Fig. 1 is a top view of the first member of a joint in accordance with a preferred embodiment of the invention;

Fig. 2 is a top view of the second member of the joint shown in Fig. 1;

Fig. 3 is a top view in an enlarged scale of the joint of the Figures 1 and 2;

Fig. 4 is a top view of a first embodiment of a joint supporting structure;

Fig. 5 is a top view of a second embodiment of a joint supporting structure;

Fig. 6 illustrates a process for building two adjoining panels using a structure such as the one shown in Fig. 4;

Fig. 7 illustrates a process for building two adjacent panels using a structure such as the one shown in Fig. 5; and

Fig. 8 is a top view of two diaphragms made according to two different techniques.

[0023] Fig. 1 is a view of the first member 1 of a joint according to the invention and comprising a flat portion 2 and a circular hollow portion 3. The circular portion 3 is interrupted by a slot 4 extending for the whole length of the joint.

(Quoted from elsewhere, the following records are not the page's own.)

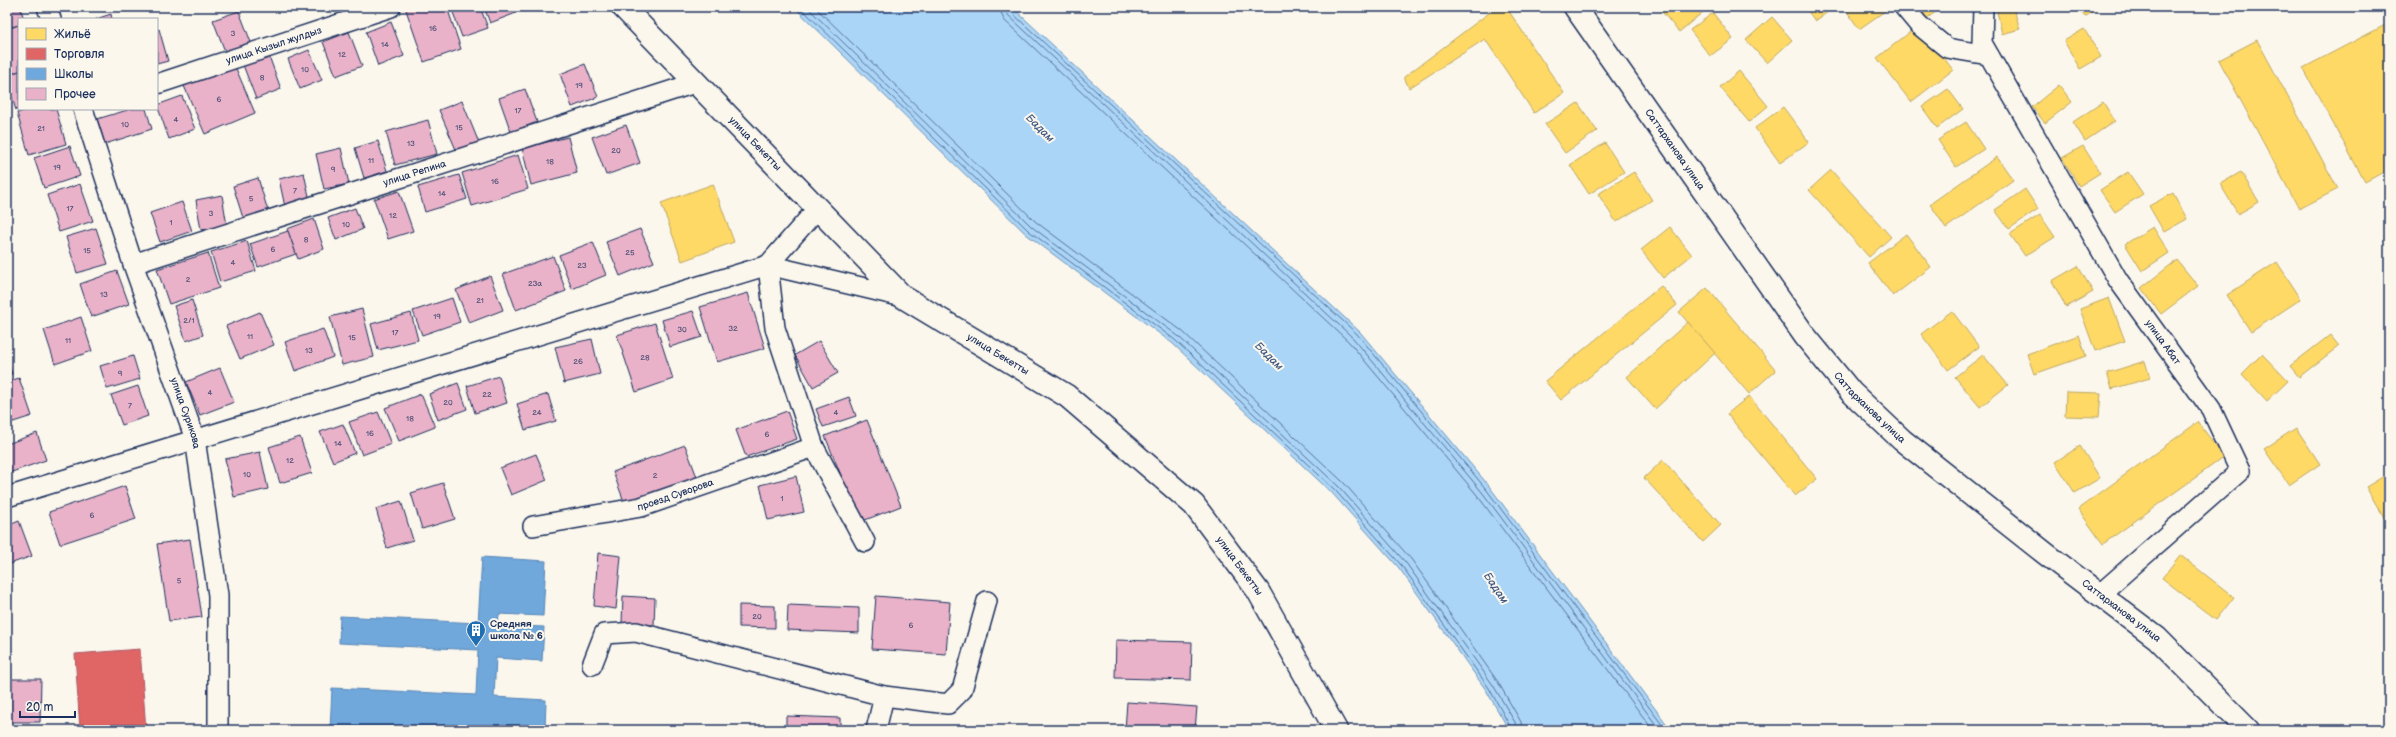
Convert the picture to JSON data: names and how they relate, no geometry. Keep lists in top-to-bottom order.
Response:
{
  "streets": {
    "street": [
      "улица Кызыл жулдыз",
      "улица Бекетты",
      "Саттарханова улица",
      "улица Репина",
      "улица Абат",
      "улица Сурикова",
      "проезд Суворова"
    ]
  },
  "crossings": [
    ["улица Бекетты", "улица Репина"],
    ["Саттарханова улица", "улица Абат"],
    ["улица Репина", "улица Сурикова"]
  ],
  "water": ["Бадам"],
  "places": {
    "building": ["Средняя школа № 6"]
  },
  "house_numbers": [
    "16",
    "3",
    "14",
    "12",
    "10",
    "8",
    "19",
    "6",
    "17",
    "4",
    "10",
    "15",
    "21",
    "13",
    "20",
    "11",
    "18",
    "19",
    "9",
    "16",
    "7",
    "14",
    "5",
    "17",
    "3",
    "12",
    "1",
    "10",
    "8",
    "6",
    "15",
    "25",
    "4",
    "23",
    "2",
    "23а",
    "13",
    "21",
    "19",
    "2/1",
    "32",
    "30",
    "17",
    "11",
    "15",
    "11",
    "13",
    "28",
    "26",
    "9",
    "4",
    "22",
    "20",
    "7",
    "24",
    "4",
    "18",
    "16",
    "6",
    "14",
    "12",
    "10",
    "2",
    "1",
    "6",
    "5",
    "20",
    "6"
  ],
  "legend": [
    "Жильё",
    "Торговля",
    "Школы",
    "Прочее"
  ],
  "scale_bar": "20 m"
}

[0024] The second member 5 of the joint has exactly the same shape of the first member and provides a hollow circular portion 3' that can be either expandable or solid and a flat portion 2' radially extending from the former one, as illustrated in Fig. 2. The only differences between the two members concern the longitudinal slot and the size of the circular portion. Such differences are due to the fact that the two members of the joint 1 are to be axially connected together as illustrated in Fig. 3, with the circular portion of the second joint member received within the hollow circular portion 3 of the first one.

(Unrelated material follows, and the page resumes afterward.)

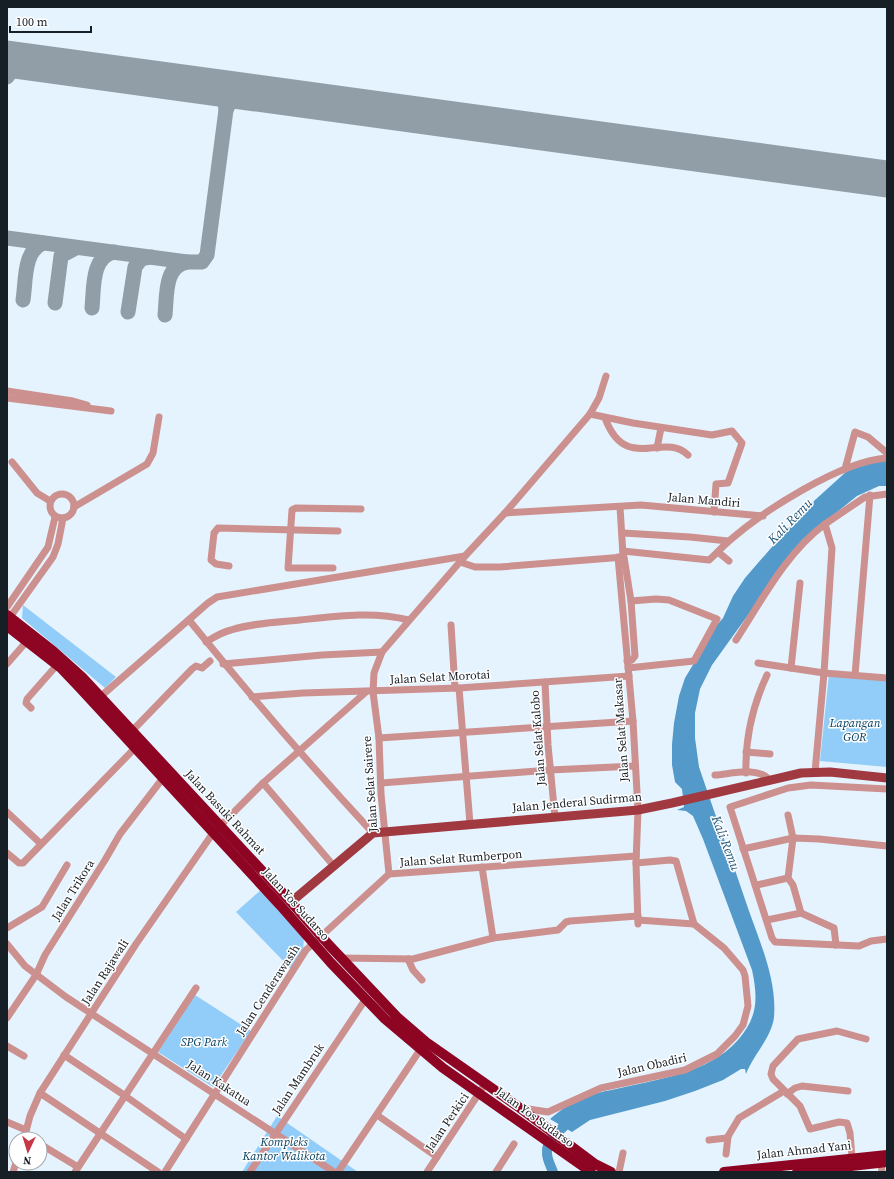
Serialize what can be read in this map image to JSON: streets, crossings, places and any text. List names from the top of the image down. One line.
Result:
{"streets":{"highway":["Jalan Basuki Rahmat","Jalan Yos Sudarso","Jalan Ahmad Yani"],"main road":["Jalan Jenderal Sudirman"],"street":["Jalan Mandiri","Jalan Selat Morotai","Jalan Selat Makasar","Jalan Selat Kalobo","Jalan Selat Sairere","Jalan Selat Rumberpon","Jalan Trikora","Jalan Rajawali","Jalan Cenderawasih","Jalan Obadiri","Jalan Mambruk","Jalan Kakatua","Jalan Perkici"]},"crossings":[["Jalan Mandiri","Jalan Selat Sairere"],["Jalan Selat Morotai","Jalan Selat Makasar"],["Jalan Selat Morotai","Jalan Selat Kalobo"],["Jalan Selat Morotai","Jalan Selat Sairere"],["Jalan Selat Morotai","Jalan Rajawali"],["Jalan Selat Makasar","Jalan Jenderal Sudirman"],["Jalan Selat Makasar","Jalan Selat Rumberpon"],["Jalan Selat Kalobo","Jalan Jenderal Sudirman"],["Jalan Selat Sairere","Jalan Jenderal Sudirman"],["Jalan Selat Sairere","Jalan Selat Rumberpon"],["Jalan Selat Sairere","Jalan Rajawali"],["Jalan Jenderal Sudirman","Jalan Basuki Rahmat"],["Jalan Basuki Rahmat","Jalan Selat Rumberpon"],["Jalan Basuki Rahmat","Jalan Yos Sudarso"],["Jalan Basuki Rahmat","Jalan Rajawali"],["Jalan Basuki Rahmat","Jalan Cenderawasih"],["Jalan Basuki Rahmat","Jalan Obadiri"],["Jalan Basuki Rahmat","Jalan Perkici"],["Jalan Selat Rumberpon","Jalan Yos Sudarso"],["Jalan Selat Rumberpon","Jalan Cenderawasih"],["Jalan Selat Rumberpon","Jalan Obadiri"],["Jalan Trikora","Jalan Yos Sudarso"],["Jalan Trikora","Jalan Kakatua"],["Jalan Yos Sudarso","Jalan Rajawali"],["Jalan Yos Sudarso","Jalan Cenderawasih"],["Jalan Yos Sudarso","Jalan Mambruk"],["Jalan Yos Sudarso","Jalan Perkici"],["Jalan Rajawali","Jalan Kakatua"],["Jalan Cenderawasih","Jalan Kakatua"],["Jalan Mambruk","Jalan Kakatua"]],"water":["Kali Remu"],"parks":["Lapangan GOR","SPG Park","Kompleks Kantor Walikota"],"scale_bar":"100 m","north":"bottom"}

[0025] Tranverse ribs 6 are provided on the flat portions in the joint members for a better grip of the concrete.

[0026] Fig. 4 shows a first embodiment of a support structure of the joint. The above illustrated problems of the prior art techniques are due to the necessity of removing the guide tube. According to this embodiment of the invention, the problem has been solved by renouncing to the guide tube and creating a joint support means that remains fixed to the reinforcement within the concrete even after the complete setting of this latter. Such joint support means comprises a series of reticular meshes or loops 7 equally spaced along the height of the joint and hinged at 8 to the reinforcement 9 of the panel 10. The outer shaped portion of the first joint member is engaged by an extractable tubular member or core 13.

[0027] Fig. 5 shows a second embodiment of the support structure of the joint. It comprises a usual guide tube 11 having a special shape that allows to overcome the problems encountered in the prior art. More precisely it is a conventional guide tube having a different connection system with the water-stop device taking into account that the water-stop device is designed as formed by two separate members. More precisely, in the case of a water-stop device designed as the one illustrated in Fig. 3, i.e. provided with a hollow inner shaped portion 3, the guide tube provides a cylindrical "projection" or core adapted for engaging the inside of said hollow shaped portion in such a way as to be axially slidable.

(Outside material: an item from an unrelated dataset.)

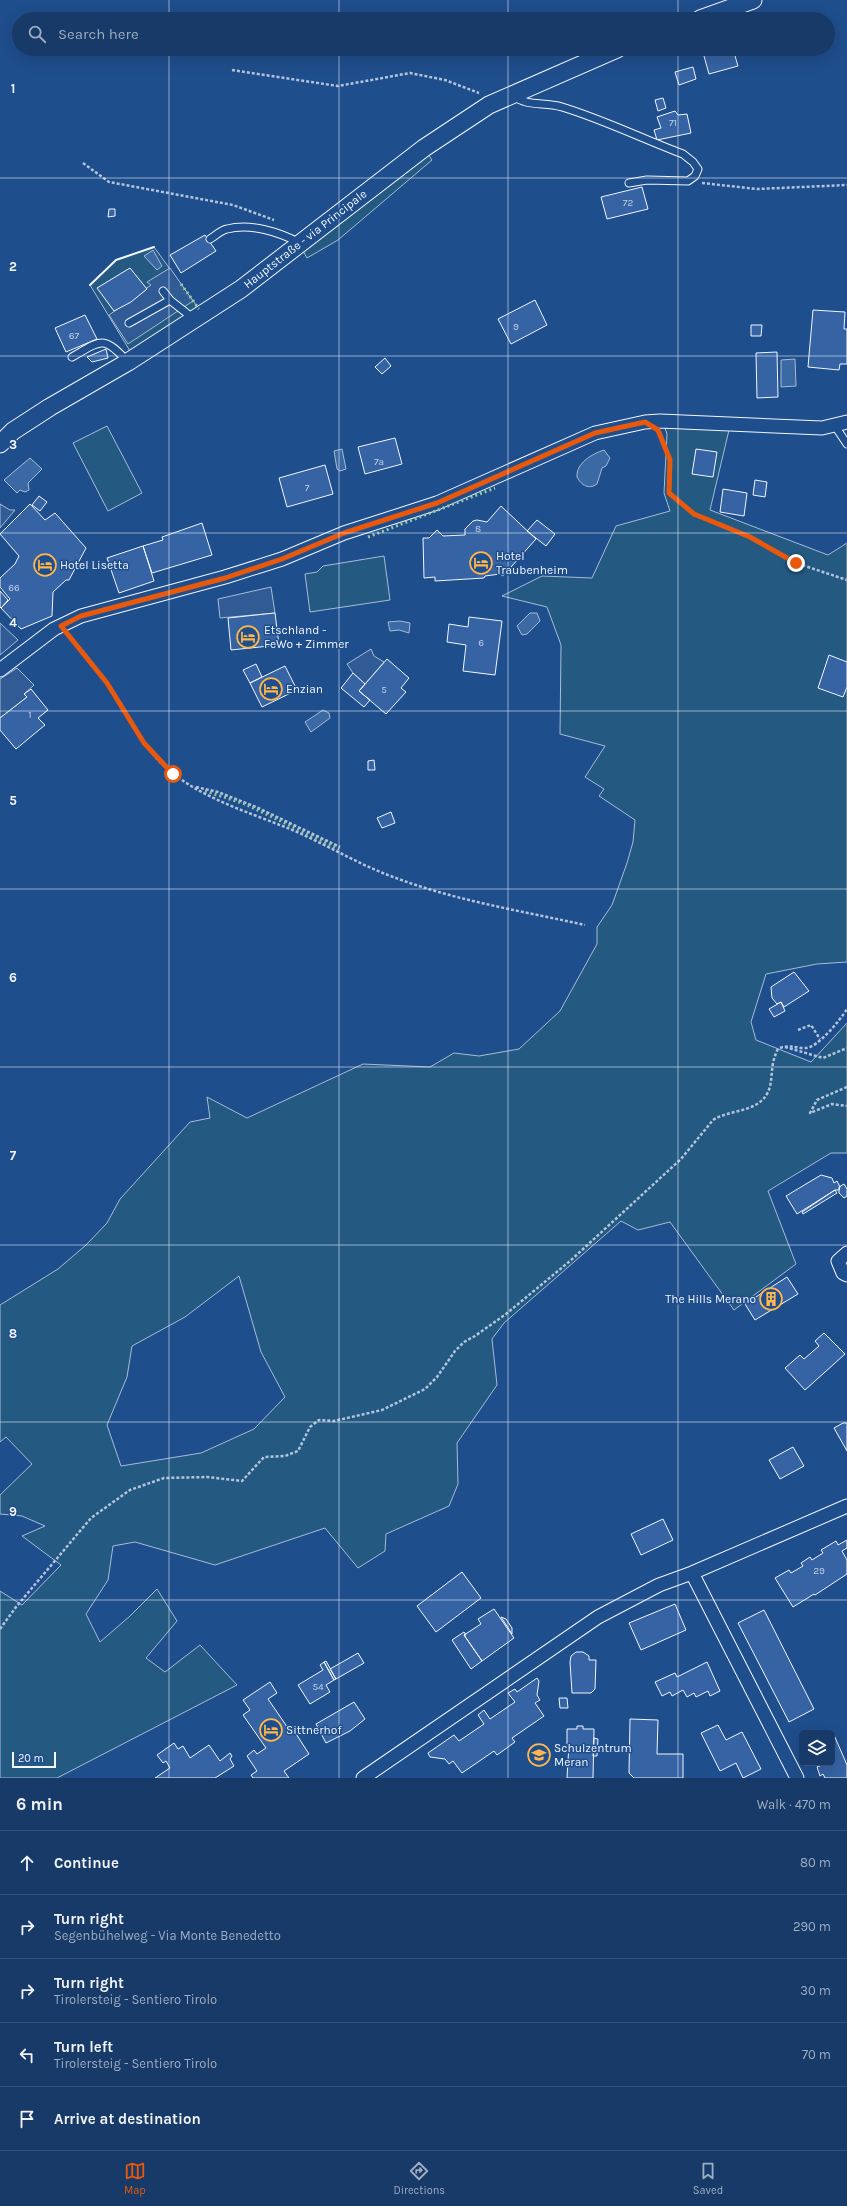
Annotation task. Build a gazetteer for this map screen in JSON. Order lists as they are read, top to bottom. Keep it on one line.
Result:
{"streets":{"street":["Hauptstraße - via Principale"]},"places":{"hotel":["Hotel Traubenheim","Hotel Lisetta","Etschland - FeWo + Zimmer","Enzian","Sittnerhof"],"building":["The Hills Merano"],"school or university":["Schulzentrum Meran"]},"house_numbers":["71","72","9","67","7a","7","8","66","6","5","1","29","54"],"scale_bar":"20 m","page":{"search":"Search here","scale":"20 m","heading":["6 min","Walk · 470 m"],"list":[["Continue","80 m"],["Turn right","Segenbühelweg - Via Monte Benedetto","290 m"],["Turn right","Tirolersteig - Sentiero Tirolo","30 m"],["Turn left","Tirolersteig - Sentiero Tirolo","70 m"],"Arrive at destination"],"nav":["Map","Directions","Saved"]},"grid":{"rows":["1","2","3","4","5","6","7","8","9"]}}
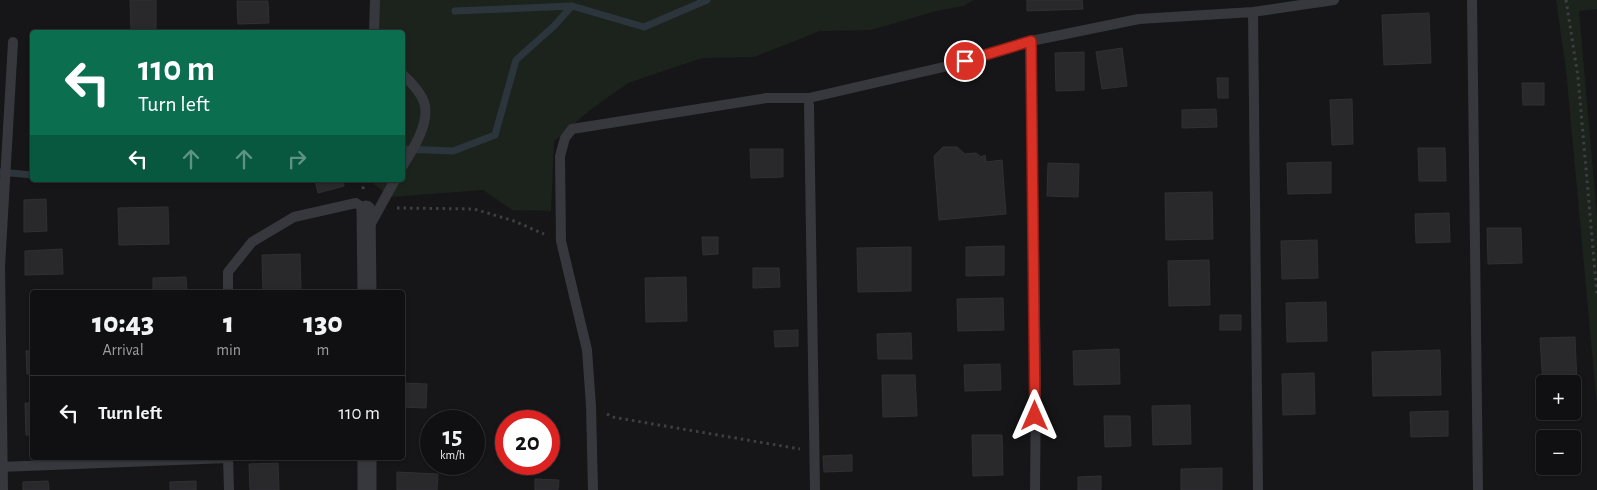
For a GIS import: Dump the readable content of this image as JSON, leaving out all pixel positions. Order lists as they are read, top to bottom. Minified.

[0028] Of course the number of such cylindrical "projections" 13, hereinafter called extractable supports or cores, depends upon the number of water-stop devices which they are to engage with.

[0029] Fig. 6 illustrates the process for building two adjoining panels 10 and 12 by using the joint support structure shown in Fig. 4.

[0030] The first step provides for the anchoring of the first member of each water-stop device 1 to the metal reinforcement 9 of the panel through the meshes 7 (step A). In this step it is further provided to engage the shaped outer parts of the first joint members with extractable cores 13. Then such reinforcement, including the water-stop device, is inserted into the properly prepared excavation. As shown in step B, the joint can be retained from above thanks to connecting hinges 8 between the joint and the reinforcement, so as to reduce its dimensions during the step in which it is inserted into the excavation up to its disappearance in the cage size; then, when the reinforcement 9 reaches the bottom of the excavation, the joint is released until it comes into contact with the inner wall of the excavation. Later (step C) the casting of the concrete is carried out and thereafter the adjoining excavation is accomplished (step D). At this point the inner core 13 is extracted from each first joint member 1 (step E) to allow for the insertion of the second joint member 5 (step F). After the reinforcement 9' has been inserted into the second excavation 12 too, concrete is cast (step G) and after its setting, a sealing of the two joint members (step H) is accomplished by injecting an expandable material, e.g. a cement mixture or mortar, into the tubular central hollow core of the second joint member. As an alternative, the sealing can be obtained by injecting a bonding agent into the gap separating the outer face of the second joint member from the inner face of the first joint member. In this case the second joint member can have a solid central core.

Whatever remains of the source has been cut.